#### Exercise requirements:
Search the material for the word "花卉园东路" and copy every line in which it occurs.
***
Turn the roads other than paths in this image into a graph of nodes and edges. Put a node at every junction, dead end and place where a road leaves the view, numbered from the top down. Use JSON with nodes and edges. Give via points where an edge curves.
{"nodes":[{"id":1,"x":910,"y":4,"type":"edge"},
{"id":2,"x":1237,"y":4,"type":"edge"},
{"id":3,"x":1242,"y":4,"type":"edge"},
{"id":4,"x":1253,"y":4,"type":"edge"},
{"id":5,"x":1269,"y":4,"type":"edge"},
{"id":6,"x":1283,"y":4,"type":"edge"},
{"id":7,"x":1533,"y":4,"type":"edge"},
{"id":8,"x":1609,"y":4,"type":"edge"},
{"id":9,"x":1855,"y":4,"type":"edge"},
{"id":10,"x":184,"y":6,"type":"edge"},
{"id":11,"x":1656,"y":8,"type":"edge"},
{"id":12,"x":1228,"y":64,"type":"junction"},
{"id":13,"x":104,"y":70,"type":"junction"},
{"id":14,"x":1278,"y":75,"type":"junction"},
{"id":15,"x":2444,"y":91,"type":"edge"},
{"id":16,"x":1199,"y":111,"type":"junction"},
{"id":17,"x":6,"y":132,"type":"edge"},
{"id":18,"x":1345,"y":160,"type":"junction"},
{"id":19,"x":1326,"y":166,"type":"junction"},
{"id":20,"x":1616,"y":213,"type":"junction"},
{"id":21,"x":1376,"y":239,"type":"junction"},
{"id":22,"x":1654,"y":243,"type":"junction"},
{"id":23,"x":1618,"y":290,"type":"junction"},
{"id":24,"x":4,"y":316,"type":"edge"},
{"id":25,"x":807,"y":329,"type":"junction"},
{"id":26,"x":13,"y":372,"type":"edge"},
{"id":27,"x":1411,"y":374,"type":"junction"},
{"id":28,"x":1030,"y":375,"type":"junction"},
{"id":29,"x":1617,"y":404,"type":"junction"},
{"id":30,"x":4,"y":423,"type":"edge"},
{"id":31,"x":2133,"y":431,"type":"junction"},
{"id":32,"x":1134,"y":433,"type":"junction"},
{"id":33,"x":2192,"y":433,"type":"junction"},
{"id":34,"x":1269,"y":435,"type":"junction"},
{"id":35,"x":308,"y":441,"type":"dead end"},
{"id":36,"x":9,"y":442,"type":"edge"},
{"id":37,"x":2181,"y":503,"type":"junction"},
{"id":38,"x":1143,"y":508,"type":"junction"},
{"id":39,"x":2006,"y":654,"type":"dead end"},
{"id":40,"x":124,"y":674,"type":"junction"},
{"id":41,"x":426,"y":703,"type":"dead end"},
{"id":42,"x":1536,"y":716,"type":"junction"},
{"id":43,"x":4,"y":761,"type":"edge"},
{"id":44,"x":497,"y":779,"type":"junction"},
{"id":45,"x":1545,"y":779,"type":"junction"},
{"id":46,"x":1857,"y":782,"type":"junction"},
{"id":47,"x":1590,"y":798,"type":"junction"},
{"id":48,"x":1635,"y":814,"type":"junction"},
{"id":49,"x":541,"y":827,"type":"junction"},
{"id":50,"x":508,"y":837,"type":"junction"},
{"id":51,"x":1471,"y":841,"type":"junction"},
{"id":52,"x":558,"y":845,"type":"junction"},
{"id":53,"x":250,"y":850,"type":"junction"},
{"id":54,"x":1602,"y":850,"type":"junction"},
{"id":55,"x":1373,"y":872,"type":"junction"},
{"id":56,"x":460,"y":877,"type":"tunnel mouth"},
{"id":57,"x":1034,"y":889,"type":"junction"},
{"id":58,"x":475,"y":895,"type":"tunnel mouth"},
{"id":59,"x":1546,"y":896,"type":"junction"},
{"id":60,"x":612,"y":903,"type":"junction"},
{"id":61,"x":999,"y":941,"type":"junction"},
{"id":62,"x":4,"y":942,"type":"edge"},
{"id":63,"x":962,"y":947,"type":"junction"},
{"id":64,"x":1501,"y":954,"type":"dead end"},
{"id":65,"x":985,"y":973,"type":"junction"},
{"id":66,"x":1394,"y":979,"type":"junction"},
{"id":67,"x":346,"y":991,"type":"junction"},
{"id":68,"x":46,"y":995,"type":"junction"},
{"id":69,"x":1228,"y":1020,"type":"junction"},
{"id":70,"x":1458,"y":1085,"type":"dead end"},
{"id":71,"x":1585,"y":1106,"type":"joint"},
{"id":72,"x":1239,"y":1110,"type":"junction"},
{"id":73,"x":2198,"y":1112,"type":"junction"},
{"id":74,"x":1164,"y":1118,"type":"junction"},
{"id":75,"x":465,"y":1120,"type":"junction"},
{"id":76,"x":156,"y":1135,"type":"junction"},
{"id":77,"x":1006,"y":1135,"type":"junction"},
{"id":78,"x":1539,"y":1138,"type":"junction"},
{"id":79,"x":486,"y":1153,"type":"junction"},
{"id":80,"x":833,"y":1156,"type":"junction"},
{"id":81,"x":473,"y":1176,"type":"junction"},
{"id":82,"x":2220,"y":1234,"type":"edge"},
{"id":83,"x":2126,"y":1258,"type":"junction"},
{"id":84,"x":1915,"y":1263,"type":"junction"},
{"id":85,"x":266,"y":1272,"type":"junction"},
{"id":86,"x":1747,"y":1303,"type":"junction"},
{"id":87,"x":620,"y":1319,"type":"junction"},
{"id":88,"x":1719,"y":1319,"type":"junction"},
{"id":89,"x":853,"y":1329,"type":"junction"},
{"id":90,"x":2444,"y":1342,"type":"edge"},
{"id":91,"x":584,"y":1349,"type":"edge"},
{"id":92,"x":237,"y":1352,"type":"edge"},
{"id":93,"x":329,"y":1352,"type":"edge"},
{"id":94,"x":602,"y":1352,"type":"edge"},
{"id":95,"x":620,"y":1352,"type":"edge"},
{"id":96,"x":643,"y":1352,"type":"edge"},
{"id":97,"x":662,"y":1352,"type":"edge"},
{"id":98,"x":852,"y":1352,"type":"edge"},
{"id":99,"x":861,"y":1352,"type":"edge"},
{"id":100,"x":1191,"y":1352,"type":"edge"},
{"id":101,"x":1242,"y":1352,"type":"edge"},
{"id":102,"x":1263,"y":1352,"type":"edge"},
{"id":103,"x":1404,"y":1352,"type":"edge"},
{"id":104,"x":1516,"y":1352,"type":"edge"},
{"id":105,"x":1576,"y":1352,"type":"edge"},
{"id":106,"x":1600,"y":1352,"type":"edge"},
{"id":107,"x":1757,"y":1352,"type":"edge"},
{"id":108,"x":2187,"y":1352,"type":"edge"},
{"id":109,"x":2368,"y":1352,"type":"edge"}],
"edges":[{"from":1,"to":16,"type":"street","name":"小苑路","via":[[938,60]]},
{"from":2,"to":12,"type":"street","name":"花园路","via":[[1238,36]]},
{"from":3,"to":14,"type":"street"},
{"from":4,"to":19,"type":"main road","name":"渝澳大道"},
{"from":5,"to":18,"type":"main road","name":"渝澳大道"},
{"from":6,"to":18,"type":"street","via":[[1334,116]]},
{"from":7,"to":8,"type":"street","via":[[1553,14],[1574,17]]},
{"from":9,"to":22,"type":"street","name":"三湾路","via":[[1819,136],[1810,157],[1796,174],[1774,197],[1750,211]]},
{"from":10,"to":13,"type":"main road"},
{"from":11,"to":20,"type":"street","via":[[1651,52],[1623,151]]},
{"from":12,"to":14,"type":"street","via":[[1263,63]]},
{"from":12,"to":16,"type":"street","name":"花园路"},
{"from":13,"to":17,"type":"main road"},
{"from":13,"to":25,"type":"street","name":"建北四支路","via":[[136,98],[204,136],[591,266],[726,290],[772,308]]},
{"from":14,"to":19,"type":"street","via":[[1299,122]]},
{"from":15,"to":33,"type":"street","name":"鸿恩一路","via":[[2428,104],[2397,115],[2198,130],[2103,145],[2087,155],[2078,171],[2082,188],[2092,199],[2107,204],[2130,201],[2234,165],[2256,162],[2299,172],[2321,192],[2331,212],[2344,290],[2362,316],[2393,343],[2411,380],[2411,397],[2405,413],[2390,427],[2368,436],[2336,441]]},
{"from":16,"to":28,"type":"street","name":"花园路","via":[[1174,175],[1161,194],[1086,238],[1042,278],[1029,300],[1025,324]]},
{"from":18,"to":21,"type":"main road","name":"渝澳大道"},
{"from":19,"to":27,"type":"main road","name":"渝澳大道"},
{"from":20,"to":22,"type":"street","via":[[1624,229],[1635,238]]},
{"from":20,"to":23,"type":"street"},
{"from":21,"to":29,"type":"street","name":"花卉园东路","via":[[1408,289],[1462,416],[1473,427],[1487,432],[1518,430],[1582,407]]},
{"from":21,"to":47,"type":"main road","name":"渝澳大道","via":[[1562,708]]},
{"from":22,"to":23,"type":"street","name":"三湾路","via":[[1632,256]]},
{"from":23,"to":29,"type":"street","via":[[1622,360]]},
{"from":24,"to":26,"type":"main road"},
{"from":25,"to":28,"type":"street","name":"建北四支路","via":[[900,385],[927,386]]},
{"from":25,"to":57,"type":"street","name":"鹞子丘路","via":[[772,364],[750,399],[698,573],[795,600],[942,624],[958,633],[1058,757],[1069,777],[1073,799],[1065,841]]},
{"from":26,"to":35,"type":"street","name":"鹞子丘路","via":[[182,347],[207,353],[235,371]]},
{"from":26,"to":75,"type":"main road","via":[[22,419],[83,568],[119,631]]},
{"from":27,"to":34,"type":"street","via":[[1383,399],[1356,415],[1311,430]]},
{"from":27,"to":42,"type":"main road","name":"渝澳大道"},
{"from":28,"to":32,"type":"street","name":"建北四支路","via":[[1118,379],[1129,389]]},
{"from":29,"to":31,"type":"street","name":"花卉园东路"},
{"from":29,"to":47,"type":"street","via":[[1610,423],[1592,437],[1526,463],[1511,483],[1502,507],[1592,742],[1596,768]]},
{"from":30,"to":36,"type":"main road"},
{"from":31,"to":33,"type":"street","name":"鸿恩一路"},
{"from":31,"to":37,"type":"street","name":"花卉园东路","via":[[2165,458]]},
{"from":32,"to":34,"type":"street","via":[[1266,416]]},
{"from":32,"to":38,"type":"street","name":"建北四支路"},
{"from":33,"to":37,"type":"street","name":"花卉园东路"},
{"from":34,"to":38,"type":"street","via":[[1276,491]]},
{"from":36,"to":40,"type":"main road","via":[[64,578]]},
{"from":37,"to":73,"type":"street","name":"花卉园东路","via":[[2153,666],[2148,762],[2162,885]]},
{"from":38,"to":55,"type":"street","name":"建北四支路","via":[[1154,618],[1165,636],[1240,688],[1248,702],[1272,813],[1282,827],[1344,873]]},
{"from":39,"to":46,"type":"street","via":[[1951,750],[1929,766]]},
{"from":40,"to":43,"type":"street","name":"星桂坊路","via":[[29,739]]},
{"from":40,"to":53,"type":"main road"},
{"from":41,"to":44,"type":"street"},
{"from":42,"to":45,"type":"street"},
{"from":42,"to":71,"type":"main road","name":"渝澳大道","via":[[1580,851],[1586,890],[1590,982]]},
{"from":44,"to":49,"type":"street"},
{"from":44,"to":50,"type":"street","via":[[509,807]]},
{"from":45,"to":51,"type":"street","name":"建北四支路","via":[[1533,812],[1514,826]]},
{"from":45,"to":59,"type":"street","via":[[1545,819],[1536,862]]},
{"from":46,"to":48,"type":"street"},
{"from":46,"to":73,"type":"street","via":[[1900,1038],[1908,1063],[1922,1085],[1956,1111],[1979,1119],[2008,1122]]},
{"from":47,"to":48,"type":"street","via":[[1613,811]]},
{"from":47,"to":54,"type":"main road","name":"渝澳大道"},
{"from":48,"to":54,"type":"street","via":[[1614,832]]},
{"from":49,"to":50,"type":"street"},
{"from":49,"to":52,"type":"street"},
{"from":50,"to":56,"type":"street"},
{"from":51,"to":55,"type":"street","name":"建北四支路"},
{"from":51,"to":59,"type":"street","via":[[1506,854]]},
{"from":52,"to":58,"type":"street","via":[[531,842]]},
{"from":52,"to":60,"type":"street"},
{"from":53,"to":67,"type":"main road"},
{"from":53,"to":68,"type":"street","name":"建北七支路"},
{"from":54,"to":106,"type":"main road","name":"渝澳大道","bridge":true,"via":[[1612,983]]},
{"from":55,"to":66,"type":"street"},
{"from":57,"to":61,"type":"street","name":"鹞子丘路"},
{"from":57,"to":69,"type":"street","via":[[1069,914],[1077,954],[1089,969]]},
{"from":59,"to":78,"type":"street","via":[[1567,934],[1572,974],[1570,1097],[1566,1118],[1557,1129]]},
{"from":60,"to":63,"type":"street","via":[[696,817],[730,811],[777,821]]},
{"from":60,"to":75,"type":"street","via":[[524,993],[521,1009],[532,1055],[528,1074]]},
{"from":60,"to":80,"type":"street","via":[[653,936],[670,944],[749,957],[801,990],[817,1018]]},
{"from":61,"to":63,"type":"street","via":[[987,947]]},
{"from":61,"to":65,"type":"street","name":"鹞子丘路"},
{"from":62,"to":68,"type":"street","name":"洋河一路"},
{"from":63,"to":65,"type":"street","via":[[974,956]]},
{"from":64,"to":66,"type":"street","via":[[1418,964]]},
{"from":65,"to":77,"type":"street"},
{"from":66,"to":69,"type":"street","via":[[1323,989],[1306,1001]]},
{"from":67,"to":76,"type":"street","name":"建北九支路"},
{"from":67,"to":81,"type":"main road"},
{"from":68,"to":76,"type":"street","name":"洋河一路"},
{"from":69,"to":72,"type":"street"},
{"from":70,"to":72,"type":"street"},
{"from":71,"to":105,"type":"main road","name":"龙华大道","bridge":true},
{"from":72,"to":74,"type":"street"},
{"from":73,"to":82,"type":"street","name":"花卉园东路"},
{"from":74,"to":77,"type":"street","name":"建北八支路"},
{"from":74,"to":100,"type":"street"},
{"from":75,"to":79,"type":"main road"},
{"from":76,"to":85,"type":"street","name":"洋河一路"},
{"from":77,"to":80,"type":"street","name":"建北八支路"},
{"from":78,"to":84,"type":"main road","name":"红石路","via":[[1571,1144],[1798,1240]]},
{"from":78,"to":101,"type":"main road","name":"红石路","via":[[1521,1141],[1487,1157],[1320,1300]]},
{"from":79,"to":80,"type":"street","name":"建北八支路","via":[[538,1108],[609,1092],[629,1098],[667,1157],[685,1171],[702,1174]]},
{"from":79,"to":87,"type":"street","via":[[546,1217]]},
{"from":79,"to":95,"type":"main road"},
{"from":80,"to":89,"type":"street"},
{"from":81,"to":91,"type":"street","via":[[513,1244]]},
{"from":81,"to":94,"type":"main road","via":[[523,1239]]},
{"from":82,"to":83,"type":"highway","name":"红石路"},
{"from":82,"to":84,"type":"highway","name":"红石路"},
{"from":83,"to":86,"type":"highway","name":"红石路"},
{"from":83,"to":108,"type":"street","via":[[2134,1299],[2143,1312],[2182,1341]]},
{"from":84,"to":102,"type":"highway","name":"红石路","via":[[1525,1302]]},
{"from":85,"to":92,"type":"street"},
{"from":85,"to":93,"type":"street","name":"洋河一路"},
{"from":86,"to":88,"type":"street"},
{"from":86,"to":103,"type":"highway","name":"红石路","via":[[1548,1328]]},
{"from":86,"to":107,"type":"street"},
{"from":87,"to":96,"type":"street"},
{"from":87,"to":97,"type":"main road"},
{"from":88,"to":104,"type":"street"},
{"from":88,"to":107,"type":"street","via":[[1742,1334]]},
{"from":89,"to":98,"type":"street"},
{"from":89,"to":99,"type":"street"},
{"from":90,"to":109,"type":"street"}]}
***
#### The completed task:
{"from":21,"to":29,"type":"street","name":"花卉园东路","via":[[1408,289],[1462,416],[1473,427],[1487,432],[1518,430],[1582,407]]},
{"from":29,"to":31,"type":"street","name":"花卉园东路"},
{"from":31,"to":37,"type":"street","name":"花卉园东路","via":[[2165,458]]},
{"from":33,"to":37,"type":"street","name":"花卉园东路"},
{"from":37,"to":73,"type":"street","name":"花卉园东路","via":[[2153,666],[2148,762],[2162,885]]},
{"from":73,"to":82,"type":"street","name":"花卉园东路"},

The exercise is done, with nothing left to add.